You’re reading a free article with opinions that may differ from The Motley Fool’s Premium Investing Services. Become a Motley Fool member today to get instant access to our top analyst recommendations, in-depth research, investing resources, and more. Learn More.

Most financial stocks have rebounded strongly from last year’s market crash. They include asset managers Jupiter Fund Management (LSE: JUP), Liontrust Asset Management (LSE: LIO) and Polar Capital Holdings (LSE: POLR).

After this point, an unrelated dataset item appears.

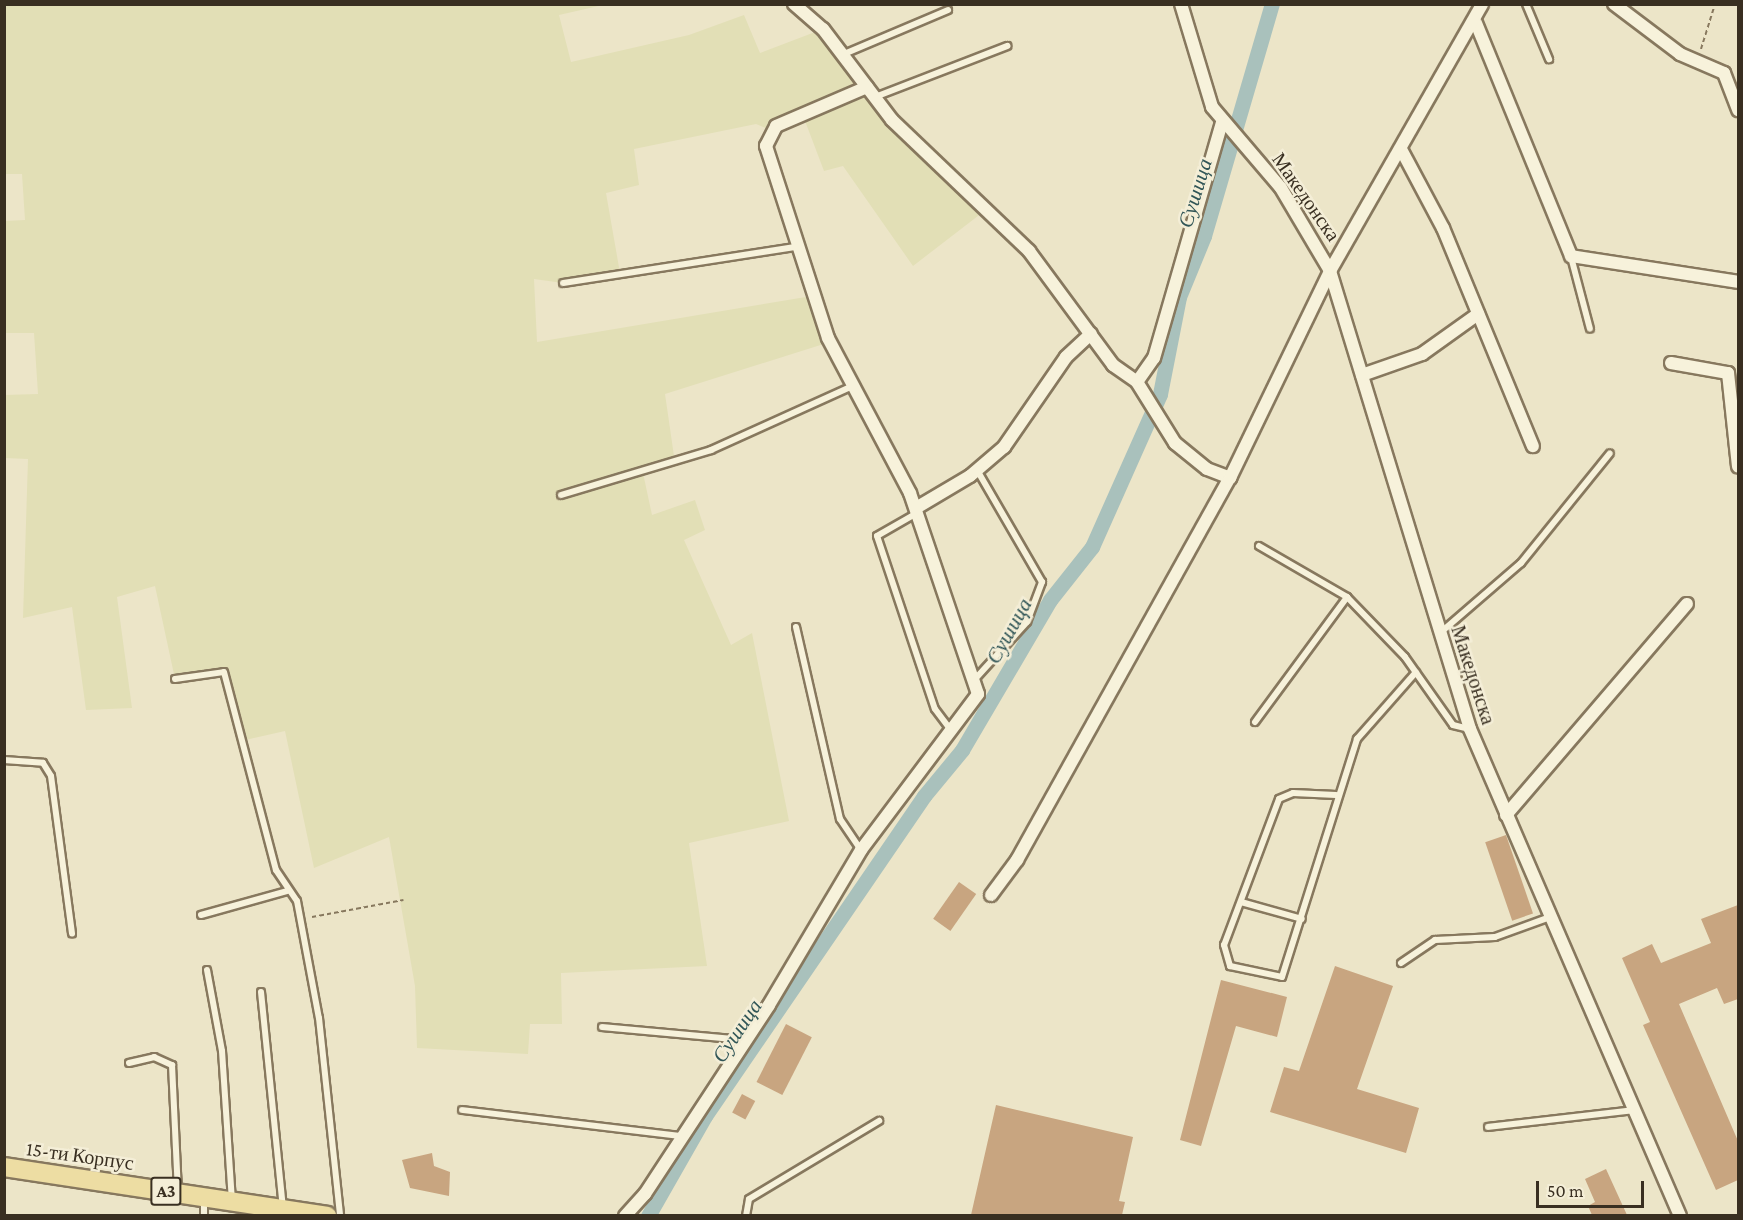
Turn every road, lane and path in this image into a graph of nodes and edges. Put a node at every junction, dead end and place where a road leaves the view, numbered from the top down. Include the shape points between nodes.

Here, I’ll explain why owning shares in asset management companies can deliver above-market returns. I’ll also discuss the current valuations of these three stocks and reveal which one I’d buy today.

Turbocharged performance

In theory, asset managers like Jupiter, Liontrust and Polar are geared plays on the stock market. This is because their revenues come from levying a charge on their assets under management (AUM). As stock markets tend to rise over the long term, the value of managers’ AUM should rise, increasing their revenues with no extra effort or costs. Furthermore, successful companies also earn performance fees and attract inflows of new money into their funds.

One of the risks for investors in asset managers is falling stock markets. At such times, the aforementioned turbochargers of their profits go into reverse. And inevitably their share prices too. For this reason, I think it’s particularly important to look for a good margin of safety in the valuations of asset managers.

How I value these financial stocks

A good while ago, I picked up a tip on valuing asset management companies from Nick Train (a.k.a. Britain’s Warren Buffett). Invest only when the stock is valued at less than 3% of AUM. Over the years, I’ve found this a useful rule of thumb.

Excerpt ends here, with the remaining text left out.